BOG BODIES
It seems to me that somehow we have the misconception that a taste for flavour, and
convenience foods, is somehow a modern phenomenon. This idea has gained weight amongst many academics because of the analysed contents of various bog bodies from throughout Europe. The analysis of the stomach contents of a great many of these bodies is very similar. Dagten man from Germany, Huldremose woman from Denmark and Lindow man from England, are good examples to compare as they are widely distributed geographically, yet are all from the Iron age period. Dagten man was found in Germany in 1959( Turner 1995: 148) although his stomach contents were not analysed until 1967. The body of this 30 year old man had been decapitated, (his head was found 3m away from the rest of his body), his body also had several stabs and injuries which it is believed were inflicted after death. These injuries were probably inflicted when his body was pegged down in the bog with stakes. It is reasonable to assume that this man did not fall into the bog by accident! As he was pegged down to prevent him rising, Struve who published an article about German folklore talks about pegging bodies down in boglands ( Struve 1967: 33-76)'such persons criminals, suicides, victims of violence or accident, were rendered harmless.. so as not to return and haunt the living'
Tacitus also mentions this practice in his studies of the Germans (Tacitus Germainia : 12 ) 'The traitor and deserter are hanged on trees, the coward, the shirker and the unnaturally vicious are drowned in miry swamps under a cover of wattled hurdles, The distinction in the punishments implies that deeds of violence should be paid for in the full glare of publicity, but that deeds of shame should be suppressed.'
The contents of his stomach represented a typical list of contents from these bog bodies Wheat, Millet chaff and weed seeds such as corn spurry (Spergula arvensis), persicaria (Polygonum lapathifolium) and fat hen (Chenopodium album). The Huldremose woman's body (Turner 1995: 147) had a last meal of wheat, rye corn spurry and chaff, she had a willow post or stake 3ft long lay obliquely across her breast. This practice of pegging down of bodies or incasing them in a cage of stakes is well represented in archaeology supporting Tacitus's observations. The Lindow man in England was garrotted however, his throat had been cut and he also had a couple of blows to the head. The contents of his stomach were wheat or rye and barley chaff.
Rick Turner observed that' the bran of the wheat or rye and the chaff of the barley were reported as being the most dominant components of the food debris.'(Turner 1995 : 76)
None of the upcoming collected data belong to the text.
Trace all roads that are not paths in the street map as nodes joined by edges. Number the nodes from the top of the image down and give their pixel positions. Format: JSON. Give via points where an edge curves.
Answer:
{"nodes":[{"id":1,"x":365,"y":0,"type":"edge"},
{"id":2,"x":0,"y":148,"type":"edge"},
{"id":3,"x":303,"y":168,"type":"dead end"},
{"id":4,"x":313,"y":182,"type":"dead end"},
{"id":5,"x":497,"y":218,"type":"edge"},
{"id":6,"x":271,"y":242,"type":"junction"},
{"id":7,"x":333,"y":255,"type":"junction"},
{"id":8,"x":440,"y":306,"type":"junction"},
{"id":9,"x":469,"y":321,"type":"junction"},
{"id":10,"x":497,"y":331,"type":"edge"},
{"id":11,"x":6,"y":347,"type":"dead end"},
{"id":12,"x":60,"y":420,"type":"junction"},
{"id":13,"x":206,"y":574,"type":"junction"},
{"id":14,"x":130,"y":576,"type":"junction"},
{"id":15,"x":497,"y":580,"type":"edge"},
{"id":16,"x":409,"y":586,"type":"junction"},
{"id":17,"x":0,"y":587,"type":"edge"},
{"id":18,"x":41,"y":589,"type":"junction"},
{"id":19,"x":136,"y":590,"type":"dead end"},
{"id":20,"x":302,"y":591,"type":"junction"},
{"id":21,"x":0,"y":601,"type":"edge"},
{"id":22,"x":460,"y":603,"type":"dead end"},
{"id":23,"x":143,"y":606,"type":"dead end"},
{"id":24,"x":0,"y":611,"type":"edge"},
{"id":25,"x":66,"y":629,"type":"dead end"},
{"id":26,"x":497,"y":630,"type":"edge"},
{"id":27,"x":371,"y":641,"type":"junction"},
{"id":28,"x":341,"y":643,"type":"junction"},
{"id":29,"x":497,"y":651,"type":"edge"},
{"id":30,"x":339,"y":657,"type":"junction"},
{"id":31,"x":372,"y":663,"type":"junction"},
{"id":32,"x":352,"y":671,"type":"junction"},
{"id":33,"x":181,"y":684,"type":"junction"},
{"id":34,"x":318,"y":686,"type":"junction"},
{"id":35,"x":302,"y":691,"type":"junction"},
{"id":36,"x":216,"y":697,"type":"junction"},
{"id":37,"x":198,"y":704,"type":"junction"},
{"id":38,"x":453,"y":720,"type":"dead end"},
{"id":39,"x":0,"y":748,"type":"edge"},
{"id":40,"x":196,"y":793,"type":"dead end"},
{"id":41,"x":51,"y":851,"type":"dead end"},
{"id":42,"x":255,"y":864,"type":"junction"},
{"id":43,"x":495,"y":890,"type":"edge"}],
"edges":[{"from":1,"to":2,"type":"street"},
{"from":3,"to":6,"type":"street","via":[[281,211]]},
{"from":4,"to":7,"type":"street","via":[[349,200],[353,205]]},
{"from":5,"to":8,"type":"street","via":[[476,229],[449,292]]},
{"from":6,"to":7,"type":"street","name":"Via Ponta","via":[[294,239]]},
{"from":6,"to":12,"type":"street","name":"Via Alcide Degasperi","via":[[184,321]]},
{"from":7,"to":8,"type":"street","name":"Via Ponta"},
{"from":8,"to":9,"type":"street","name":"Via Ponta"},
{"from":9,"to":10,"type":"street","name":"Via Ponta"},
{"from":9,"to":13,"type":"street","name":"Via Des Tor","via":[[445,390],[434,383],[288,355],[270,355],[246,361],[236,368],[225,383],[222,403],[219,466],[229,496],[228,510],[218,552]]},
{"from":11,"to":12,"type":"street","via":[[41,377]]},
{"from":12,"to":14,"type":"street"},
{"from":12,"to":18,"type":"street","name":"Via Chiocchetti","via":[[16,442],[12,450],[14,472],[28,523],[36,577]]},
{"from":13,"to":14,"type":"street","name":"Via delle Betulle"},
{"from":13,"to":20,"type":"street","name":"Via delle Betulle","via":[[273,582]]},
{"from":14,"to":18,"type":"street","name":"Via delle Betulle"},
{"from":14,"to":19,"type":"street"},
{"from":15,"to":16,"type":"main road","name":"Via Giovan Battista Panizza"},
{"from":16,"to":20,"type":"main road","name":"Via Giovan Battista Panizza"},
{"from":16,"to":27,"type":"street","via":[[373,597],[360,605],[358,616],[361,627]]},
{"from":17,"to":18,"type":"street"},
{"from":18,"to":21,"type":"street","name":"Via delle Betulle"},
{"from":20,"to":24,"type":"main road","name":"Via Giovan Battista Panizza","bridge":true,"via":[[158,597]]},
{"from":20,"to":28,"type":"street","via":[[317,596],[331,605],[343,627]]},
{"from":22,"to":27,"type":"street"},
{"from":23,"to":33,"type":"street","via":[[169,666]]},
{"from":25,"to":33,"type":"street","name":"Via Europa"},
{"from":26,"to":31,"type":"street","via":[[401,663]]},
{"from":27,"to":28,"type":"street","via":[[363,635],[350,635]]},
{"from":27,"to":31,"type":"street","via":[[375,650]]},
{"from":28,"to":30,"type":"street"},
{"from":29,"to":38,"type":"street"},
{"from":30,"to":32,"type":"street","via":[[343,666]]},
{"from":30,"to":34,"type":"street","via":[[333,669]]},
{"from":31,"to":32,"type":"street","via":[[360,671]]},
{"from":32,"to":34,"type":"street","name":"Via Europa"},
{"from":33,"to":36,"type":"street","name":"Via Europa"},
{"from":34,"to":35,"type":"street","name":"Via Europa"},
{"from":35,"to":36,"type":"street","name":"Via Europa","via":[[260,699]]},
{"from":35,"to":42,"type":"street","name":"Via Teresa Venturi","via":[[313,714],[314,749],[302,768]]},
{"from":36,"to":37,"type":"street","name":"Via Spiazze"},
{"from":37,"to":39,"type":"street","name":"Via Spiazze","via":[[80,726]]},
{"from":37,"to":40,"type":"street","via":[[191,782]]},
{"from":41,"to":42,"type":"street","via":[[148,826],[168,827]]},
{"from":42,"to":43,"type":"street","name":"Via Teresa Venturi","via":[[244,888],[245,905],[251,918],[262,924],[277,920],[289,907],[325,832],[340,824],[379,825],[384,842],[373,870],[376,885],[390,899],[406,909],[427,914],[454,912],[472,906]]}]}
The large amounts of chaff in this body indicate a wholly different conclusion could be made when speculating about this gruel that was apparently a common last meal. It has been suggested by some that the particular weed seeds found in this gruel had perhaps some sort of ritual significance. It occurs to me that the reason for the large amounts of chaff and weed seeds in the stomach contents could have a very squalid explanation. It could have been floor sweepings, made into gruel, in fact prison food for the condemned criminal. This would be in keeping with Tacitius's observations that only the shameful criminals were deposited in the mire and pegged down. They certainly would not have been a suitable gift for the gods as a sacrifice.